There’s a fabulous portrait of a Jack Russell gone Legionnaire in the lobby, a resident black and white cat called Skype who you must meet, and do admire the original boundary walls in the court yard. Top tip: there is a garret room (51) which is just perfect, tucked under the eaves and overlooking a local Lycee (traditional whitewashed, Parisienne school building with a court yard) which has a connecting door to a twin bedroom – perfect for parents with children who need a bit of space.
I was made to feel very welcome, handed a local map and (after a thorough quizzing) recommended two different bistros that fit within my budget. I took off to do a recce… it seems this area, (with the Tour Eiffel twinkling in the distance) is a warren of little book shops and Japanese restaurants. Within half an hour of arriving, I had been offered a seat on the metro, asked by a teenage boy (who took off his headphones specially) if I needed help and watched a man give another customer the change he needed at a shop register. Warm and fuzzy! Full marks, Paris. I had a classic French meal at one of the bistros I had been pointed towards, Les Fontaines (9, rue Soufflot), and jolly nice it was, too. Buzzy but not crowded, cheap and cheerful, the service was suitably nonchalant in a way only the French can really do. Full marks.
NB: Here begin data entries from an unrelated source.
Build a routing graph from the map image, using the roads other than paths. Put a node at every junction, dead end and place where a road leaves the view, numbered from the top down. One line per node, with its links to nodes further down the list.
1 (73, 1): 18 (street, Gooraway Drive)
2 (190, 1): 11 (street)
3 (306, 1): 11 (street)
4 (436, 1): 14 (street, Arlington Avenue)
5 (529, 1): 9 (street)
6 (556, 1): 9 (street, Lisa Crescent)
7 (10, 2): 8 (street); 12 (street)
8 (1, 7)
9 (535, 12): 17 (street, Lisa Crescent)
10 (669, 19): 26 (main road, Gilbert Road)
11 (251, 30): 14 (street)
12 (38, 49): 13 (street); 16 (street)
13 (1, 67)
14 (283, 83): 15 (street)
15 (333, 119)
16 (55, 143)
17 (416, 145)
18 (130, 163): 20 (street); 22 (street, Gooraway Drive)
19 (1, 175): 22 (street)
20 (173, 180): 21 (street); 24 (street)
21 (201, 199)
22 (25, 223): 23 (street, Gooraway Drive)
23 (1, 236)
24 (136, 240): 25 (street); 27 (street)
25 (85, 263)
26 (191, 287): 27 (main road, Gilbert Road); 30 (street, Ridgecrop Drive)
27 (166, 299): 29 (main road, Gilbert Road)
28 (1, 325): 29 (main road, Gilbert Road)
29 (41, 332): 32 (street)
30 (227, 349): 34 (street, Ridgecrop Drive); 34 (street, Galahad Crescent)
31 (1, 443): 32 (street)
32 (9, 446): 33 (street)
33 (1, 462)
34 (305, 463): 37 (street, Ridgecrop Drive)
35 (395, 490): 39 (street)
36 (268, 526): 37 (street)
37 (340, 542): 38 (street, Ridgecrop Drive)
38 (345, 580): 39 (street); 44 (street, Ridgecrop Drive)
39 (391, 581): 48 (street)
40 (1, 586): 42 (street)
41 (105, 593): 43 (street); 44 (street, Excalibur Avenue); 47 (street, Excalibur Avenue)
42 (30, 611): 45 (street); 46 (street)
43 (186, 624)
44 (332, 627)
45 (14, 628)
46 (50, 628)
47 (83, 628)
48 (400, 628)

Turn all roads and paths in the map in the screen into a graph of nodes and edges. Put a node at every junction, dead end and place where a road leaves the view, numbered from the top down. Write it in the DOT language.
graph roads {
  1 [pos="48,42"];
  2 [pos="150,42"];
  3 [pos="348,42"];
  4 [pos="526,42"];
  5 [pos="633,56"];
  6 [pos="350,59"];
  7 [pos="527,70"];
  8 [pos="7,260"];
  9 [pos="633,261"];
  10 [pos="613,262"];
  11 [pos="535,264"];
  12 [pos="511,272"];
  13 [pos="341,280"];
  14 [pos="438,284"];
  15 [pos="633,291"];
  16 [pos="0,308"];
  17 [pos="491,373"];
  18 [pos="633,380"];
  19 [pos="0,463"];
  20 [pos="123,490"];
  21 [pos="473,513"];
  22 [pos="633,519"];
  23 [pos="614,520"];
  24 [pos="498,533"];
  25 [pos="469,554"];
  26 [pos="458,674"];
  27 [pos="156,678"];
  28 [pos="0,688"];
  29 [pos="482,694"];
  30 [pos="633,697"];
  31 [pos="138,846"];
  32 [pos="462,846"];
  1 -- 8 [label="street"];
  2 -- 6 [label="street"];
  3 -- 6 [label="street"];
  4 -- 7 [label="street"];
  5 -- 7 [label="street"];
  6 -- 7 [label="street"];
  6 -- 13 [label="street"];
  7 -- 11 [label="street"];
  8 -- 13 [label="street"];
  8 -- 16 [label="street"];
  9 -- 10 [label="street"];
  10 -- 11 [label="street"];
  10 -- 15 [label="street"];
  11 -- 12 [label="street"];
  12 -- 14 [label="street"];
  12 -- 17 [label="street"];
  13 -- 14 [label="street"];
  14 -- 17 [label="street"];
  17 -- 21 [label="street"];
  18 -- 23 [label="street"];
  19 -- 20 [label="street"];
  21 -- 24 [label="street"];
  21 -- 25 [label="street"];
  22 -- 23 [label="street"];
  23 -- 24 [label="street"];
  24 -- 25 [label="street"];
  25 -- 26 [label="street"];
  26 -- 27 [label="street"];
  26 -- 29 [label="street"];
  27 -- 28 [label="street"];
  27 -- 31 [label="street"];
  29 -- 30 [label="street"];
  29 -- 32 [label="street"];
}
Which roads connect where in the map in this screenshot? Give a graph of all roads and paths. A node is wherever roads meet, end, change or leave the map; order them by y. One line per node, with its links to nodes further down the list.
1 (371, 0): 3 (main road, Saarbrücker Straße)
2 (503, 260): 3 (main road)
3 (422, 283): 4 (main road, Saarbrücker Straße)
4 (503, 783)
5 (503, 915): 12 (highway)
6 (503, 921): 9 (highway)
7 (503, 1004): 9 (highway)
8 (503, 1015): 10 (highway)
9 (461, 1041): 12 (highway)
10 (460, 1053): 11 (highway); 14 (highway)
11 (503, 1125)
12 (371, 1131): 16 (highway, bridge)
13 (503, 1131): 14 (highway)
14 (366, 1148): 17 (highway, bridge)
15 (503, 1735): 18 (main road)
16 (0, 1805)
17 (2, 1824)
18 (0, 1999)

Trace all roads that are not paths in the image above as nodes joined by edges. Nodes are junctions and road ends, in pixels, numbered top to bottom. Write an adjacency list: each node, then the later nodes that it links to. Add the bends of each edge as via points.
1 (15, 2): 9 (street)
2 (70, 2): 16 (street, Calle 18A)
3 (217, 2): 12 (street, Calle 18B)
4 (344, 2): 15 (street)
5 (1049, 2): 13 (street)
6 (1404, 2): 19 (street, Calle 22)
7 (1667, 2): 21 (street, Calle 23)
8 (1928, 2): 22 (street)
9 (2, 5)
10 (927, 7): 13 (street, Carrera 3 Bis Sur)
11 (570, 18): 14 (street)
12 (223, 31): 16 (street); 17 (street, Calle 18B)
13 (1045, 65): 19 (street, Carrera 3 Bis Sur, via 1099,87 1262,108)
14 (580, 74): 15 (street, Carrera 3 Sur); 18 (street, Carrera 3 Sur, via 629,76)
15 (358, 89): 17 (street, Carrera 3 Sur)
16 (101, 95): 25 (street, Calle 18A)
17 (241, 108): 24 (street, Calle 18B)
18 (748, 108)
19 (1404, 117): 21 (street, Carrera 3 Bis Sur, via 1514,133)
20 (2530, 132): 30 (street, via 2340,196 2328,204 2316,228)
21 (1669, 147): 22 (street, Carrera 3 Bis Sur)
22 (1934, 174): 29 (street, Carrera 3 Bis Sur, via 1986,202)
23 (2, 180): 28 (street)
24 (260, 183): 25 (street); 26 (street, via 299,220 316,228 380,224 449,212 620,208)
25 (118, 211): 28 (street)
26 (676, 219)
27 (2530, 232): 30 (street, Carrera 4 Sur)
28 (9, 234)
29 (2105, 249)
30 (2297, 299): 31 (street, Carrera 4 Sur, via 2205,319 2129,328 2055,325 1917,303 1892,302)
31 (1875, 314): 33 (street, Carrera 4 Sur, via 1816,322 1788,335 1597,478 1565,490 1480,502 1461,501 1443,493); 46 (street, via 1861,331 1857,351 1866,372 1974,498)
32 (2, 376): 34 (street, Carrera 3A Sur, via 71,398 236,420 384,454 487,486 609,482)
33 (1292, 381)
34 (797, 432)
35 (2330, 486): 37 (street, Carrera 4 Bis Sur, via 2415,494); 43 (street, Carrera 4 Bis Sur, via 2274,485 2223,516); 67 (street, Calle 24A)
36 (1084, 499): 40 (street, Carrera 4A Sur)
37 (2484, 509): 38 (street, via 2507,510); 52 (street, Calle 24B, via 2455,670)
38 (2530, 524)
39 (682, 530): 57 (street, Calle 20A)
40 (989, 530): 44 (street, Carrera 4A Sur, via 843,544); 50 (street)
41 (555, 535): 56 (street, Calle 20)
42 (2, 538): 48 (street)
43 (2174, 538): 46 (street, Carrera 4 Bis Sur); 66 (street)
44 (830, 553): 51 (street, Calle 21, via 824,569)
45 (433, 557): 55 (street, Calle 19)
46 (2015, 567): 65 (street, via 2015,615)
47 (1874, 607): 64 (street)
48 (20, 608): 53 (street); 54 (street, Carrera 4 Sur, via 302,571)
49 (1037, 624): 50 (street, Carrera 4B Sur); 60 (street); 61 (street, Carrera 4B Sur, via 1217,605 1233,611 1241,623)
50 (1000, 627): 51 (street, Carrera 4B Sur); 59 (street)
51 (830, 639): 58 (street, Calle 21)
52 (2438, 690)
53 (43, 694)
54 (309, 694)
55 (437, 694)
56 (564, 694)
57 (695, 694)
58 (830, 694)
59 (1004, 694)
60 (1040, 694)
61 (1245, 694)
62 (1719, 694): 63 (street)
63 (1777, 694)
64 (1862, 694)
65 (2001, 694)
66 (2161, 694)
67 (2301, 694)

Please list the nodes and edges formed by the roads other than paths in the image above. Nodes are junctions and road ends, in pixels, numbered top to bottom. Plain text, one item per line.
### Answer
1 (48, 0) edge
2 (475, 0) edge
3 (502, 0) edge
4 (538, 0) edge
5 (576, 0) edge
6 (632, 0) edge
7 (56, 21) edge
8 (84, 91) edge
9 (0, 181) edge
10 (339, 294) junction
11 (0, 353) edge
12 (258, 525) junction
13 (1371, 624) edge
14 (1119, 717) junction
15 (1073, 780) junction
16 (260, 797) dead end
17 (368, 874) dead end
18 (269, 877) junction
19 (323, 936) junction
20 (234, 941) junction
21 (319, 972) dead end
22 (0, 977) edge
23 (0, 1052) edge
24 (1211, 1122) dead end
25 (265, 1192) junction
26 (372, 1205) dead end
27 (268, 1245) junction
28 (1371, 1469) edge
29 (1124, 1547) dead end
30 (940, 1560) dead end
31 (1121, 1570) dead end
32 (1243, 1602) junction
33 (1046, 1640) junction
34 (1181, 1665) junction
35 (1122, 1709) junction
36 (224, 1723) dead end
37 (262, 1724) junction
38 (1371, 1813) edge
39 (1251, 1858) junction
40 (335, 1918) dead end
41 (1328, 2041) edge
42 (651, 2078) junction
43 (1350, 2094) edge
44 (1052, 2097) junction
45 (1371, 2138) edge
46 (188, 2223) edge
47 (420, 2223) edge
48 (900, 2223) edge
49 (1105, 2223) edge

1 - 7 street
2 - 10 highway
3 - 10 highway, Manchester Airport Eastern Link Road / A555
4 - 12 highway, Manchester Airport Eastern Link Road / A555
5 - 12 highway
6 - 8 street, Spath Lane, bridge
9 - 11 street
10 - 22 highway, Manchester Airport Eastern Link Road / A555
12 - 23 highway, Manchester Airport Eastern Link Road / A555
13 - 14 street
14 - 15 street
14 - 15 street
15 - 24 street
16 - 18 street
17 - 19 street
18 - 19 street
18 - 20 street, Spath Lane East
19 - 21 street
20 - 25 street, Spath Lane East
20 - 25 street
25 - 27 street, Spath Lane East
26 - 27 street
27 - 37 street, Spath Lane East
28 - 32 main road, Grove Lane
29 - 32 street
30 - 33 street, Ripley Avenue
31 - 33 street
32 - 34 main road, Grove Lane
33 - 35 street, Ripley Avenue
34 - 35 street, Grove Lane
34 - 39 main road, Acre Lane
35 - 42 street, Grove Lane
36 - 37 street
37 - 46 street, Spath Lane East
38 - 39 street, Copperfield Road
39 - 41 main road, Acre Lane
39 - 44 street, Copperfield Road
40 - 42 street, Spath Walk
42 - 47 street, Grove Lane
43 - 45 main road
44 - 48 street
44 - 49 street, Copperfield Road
The next morning I took off to the Gare de l’Est which is also on the 4 line, but seriously only a very short walk from Gare du Nord, so don’t even think about taking the metro if you arrive at one and need to leave by another. The platforms at Est are colour coded and even though my train to Stuttgart was not yet listed, I knew it was on the yellow side, so I could find a machine to composté my ticket (something you must do in parts of Europe - where available, if you haven't compostéd your ticket, then you aren't en règle and you're liable to pay a fine). I boarded the TGV train, found my seat and was off through the French countryside. In no time, I was handed a stylish black box which opened to reveal my breakfast – smoked salmon blinis, yoghurt and a variety of pastries, coffee and juice.
I arrived at Stuttgart within a few hours – a thoroughly uninspiring, communist style station, it is obviously in a very industrial area – think Slough. My brief pause there was punctuated by a fairly unpleasant coffee. The next train, the Eurocity, took off through Germany and on to Austria. At one point I wondered idlly when we would hit our advertised speed as we seemed to be going at a very sedate pace, but on glancing at the on board display I saw to my great surprise we were actually travelling in excess of 300 km/h.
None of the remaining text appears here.